W ubiegły piątek zespół Energi Stoczniowca Gdańsk podejmował na własnym lodowisku ekipę TKH Toruń. W 25 minucie tego spotkania doszło do brutalnego incydentu. Zawodnik gospodarzy - Marek Wróbel z premedytacją zaatakował Rafała Cychowskiego. Po tym incydencie na lodowisku doszło do bójki z udziałem sześciu hokeistów.
Warto jednak podkreślić, że Cychowski także nie pozostaje bez winy, gdyż to on okazał się głównym prowokatorem zajścia. - Wróbel oddał strzał po gwizdku w naszego bramkarza, Cychowski do niego podjechał i szturchnął go barkiem a ten w odwecie odwdzięczył się atakiem kijem na głowę obrońcy TKH - opisuje zdarzenie zawodnik toruńskiego klubu. - Cychowski złamanej szczęki nie ma, ale ma ją bardzo mocno obitą i ukruszoną. Ma zagrać w następnych spotkaniach w ochraniaczu zabezpieczającym twarz - dodaje.
Niestety całe zajście nie zostało wychwycone przez arbitrów tego spotkania. Główny sędzia tego meczu - Paweł Bereske nie nałożył na hokeistę żadnej kary, a co za tym idzie w protokole meczowym nie została wprowadzona żadna adnotacja dotycząca tego incydentu.
- Nic w protokole na temat tego ataku nie ma.

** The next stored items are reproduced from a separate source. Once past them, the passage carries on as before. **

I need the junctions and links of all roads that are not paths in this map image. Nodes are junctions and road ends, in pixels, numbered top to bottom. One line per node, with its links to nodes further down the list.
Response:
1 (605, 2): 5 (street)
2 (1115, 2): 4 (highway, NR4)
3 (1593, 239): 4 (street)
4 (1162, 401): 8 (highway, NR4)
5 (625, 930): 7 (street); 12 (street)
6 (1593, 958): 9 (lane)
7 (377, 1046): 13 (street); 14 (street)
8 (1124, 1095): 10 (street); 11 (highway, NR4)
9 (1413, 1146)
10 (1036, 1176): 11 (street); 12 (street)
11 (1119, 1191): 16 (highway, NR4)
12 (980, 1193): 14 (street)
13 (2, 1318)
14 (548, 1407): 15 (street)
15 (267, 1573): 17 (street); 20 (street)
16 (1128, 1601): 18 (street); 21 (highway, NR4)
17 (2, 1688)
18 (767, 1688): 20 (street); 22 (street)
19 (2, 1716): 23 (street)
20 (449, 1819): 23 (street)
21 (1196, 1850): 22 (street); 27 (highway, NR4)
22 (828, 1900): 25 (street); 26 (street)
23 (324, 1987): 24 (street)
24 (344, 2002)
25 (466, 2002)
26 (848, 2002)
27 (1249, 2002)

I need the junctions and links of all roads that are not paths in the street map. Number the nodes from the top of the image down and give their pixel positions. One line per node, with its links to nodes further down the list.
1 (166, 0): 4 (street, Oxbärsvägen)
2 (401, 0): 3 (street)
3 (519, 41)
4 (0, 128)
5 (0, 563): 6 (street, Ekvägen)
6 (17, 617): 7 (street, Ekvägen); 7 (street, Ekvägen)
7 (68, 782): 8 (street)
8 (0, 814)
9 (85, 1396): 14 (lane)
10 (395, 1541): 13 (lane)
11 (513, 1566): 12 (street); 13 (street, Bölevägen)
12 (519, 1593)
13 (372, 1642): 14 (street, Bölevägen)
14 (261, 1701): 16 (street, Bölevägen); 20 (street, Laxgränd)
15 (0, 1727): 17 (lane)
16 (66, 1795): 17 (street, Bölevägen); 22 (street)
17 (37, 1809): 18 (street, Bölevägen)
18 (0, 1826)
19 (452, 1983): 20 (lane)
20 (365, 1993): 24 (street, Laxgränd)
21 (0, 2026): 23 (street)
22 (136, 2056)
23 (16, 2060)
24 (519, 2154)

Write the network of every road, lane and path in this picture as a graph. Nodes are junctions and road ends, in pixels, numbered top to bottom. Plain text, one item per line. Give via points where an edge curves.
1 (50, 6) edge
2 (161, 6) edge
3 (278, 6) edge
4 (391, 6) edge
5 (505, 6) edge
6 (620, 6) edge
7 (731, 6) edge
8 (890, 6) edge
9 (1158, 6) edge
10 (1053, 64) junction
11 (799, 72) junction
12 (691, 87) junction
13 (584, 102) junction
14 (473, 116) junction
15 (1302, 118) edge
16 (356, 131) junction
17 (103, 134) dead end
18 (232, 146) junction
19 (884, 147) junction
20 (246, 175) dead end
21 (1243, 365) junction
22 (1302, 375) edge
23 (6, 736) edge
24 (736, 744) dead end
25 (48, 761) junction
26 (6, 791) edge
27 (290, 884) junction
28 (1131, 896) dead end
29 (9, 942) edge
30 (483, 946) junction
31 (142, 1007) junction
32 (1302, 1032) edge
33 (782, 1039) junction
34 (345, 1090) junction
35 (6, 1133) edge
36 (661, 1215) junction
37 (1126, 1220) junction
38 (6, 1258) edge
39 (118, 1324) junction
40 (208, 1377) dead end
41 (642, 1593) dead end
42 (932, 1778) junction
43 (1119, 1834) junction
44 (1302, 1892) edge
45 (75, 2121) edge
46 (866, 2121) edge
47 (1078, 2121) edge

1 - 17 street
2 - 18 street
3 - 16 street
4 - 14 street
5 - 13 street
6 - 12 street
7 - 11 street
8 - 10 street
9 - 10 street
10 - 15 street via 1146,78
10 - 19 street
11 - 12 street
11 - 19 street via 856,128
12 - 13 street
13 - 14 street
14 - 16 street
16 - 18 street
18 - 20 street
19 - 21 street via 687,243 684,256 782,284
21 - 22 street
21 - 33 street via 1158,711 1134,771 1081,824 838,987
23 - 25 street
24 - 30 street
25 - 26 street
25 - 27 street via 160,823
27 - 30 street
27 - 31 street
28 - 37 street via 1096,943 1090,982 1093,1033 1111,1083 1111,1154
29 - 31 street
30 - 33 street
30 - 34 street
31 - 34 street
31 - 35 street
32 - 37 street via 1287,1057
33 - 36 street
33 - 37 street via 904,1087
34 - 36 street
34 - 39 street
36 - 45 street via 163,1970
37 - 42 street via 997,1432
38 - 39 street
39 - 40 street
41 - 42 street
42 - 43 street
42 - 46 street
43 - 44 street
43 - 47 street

Ale na wniosek TKH Toruń zajmiemy się sprawą. Na dzień dzisiejszy Marek Wróbel może grać, gdyż nie jest formalnie ukarany. Zaprosiliśmy zawodnika na posiedzenie WGiD 30 listopada i wysłuchamy jego wyjaśnień. Poprosiliśmy klub Stoczniowca o dostarczenie materiału wideo z tego spotkania. Po przeanalizowaniu wszystkich materiałów podejmiemy decyzję o ewentualnym ukaraniu zawodnika - zapewnia szef Wydziału Gier i Dyscypliny - Bogdan Terlecki.